- Born: Yaroslav John Veder August 30, 1926 Berkeley, California, U.S.
- Died: August 22, 2026 (aged 99) El Dorado Hills, California, U.S.
- Occupation: Photojournalist
- Employer: Associated Press (AP)
- Known for: Burst of Joy (1973)
- Awards: Pulitzer Prize for Feature Photography (1974)

= Slava Veder =

American photojournalist (1926–2026)

Yaroslav John "Sal" Veder (August 30, 1926 – August 22, 2026) was an American photojournalist who worked for the Associated Press (AP).
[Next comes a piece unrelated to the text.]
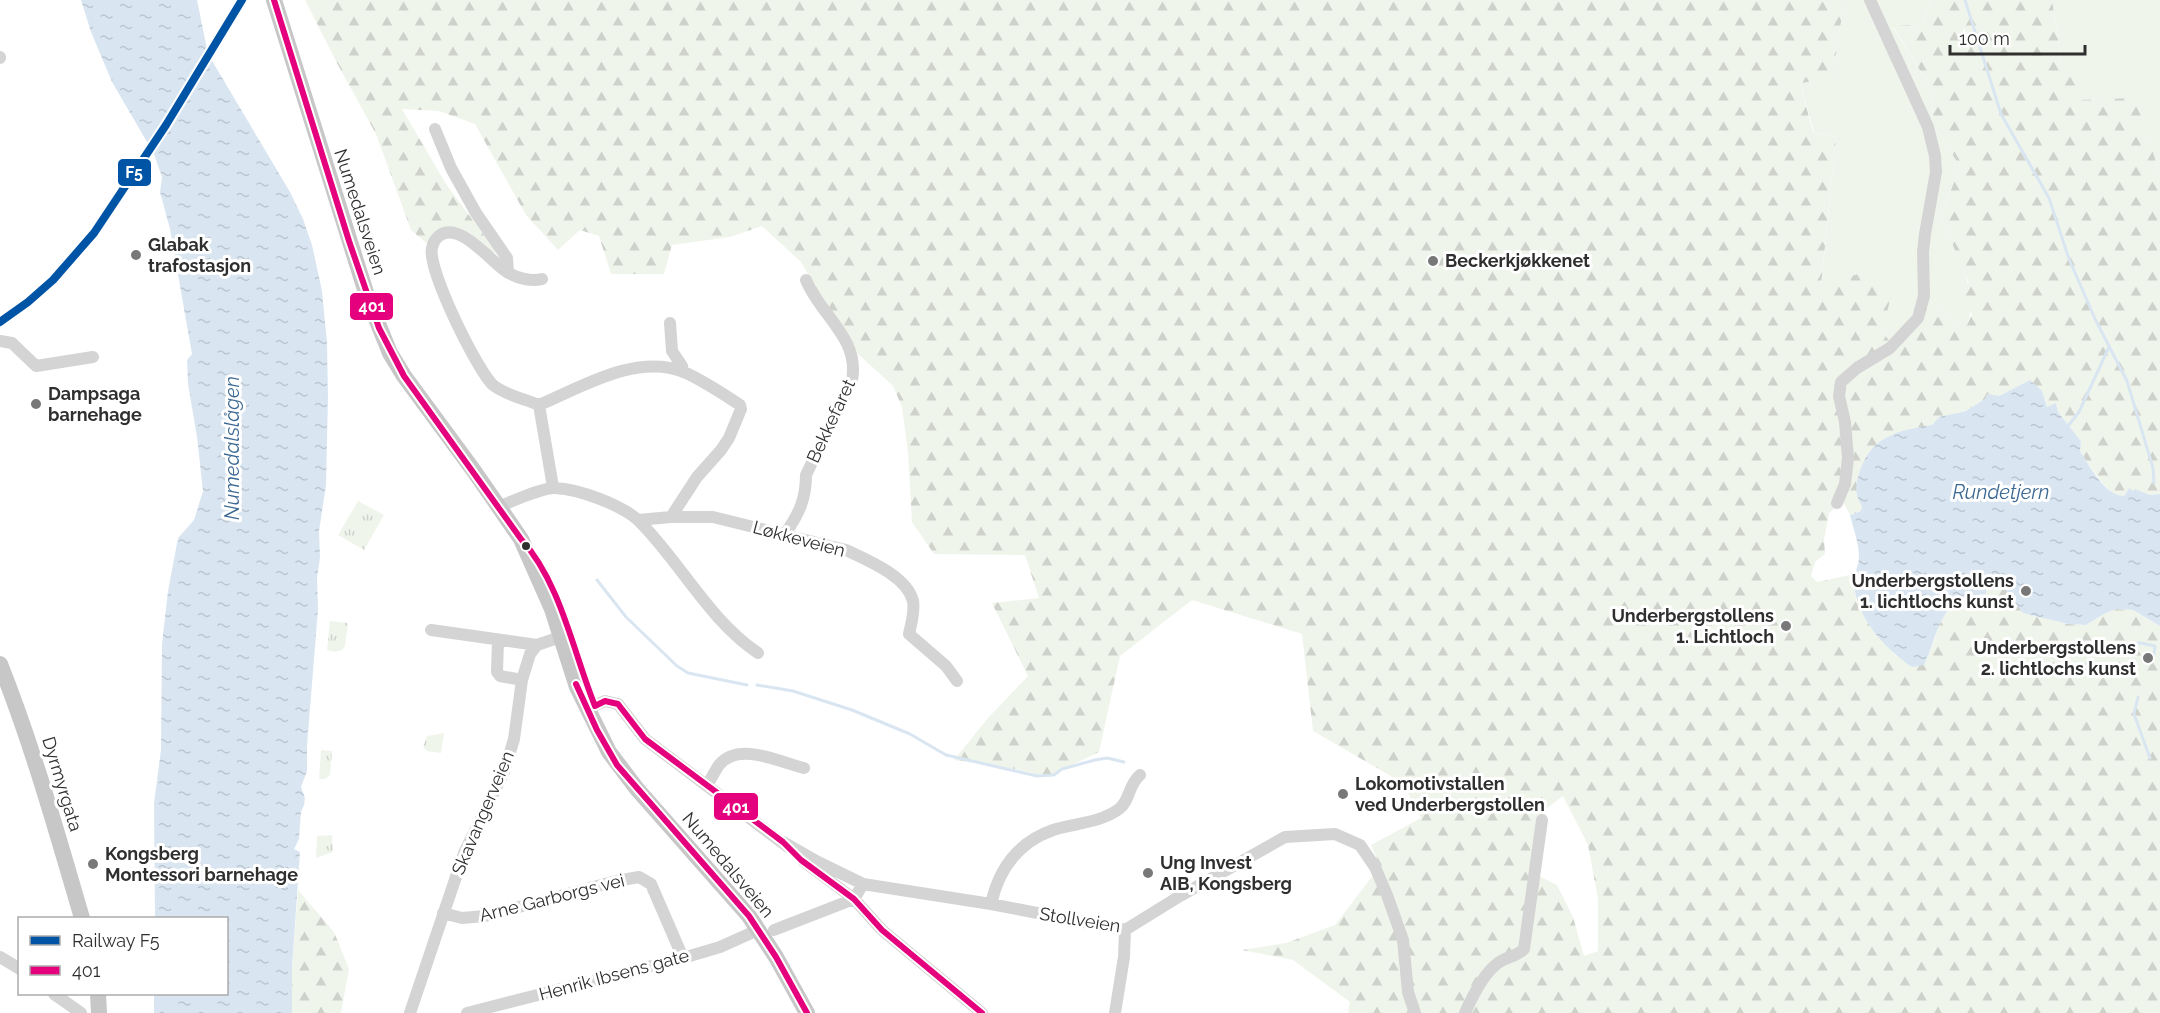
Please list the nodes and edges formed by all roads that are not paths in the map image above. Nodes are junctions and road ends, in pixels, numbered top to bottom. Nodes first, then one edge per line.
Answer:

He is best known for photographing the Vietnam War–era POW homecoming image commonly titled Burst of Joy, taken at Travis Air Force Base on March 17, 1973. The photograph won the 1974 Pulitzer Prize for Feature Photography.

== Early life ==
Veder was born in Berkeley, California, on August 30, 1926, the son of Russian immigrants Ivan and Anka ( Isvoschikova) Vedernikov, who later changed their names to John and Ann Veder. In a 2015 interview, he described himself as largely self-taught and said he began his reporting career in local journalism before moving into photography. A North Carolina State University Libraries exhibit summary describes Veder working for several California newspapers and later returning to California after a period working for the Tulsa World and the Oakland Tribune before his Pulitzer-winning period at the Associated Press.

== Career ==
Veder worked as a staff photographer for the Associated Press and covered a wide range of assignments during the 1960s and 1970s, including major disasters and national events. He spent much of the Vietnam era covering antiwar demonstrations in the San Francisco Bay Area and was among many journalists photographing POW returns at Travis Air Force Base in 1973.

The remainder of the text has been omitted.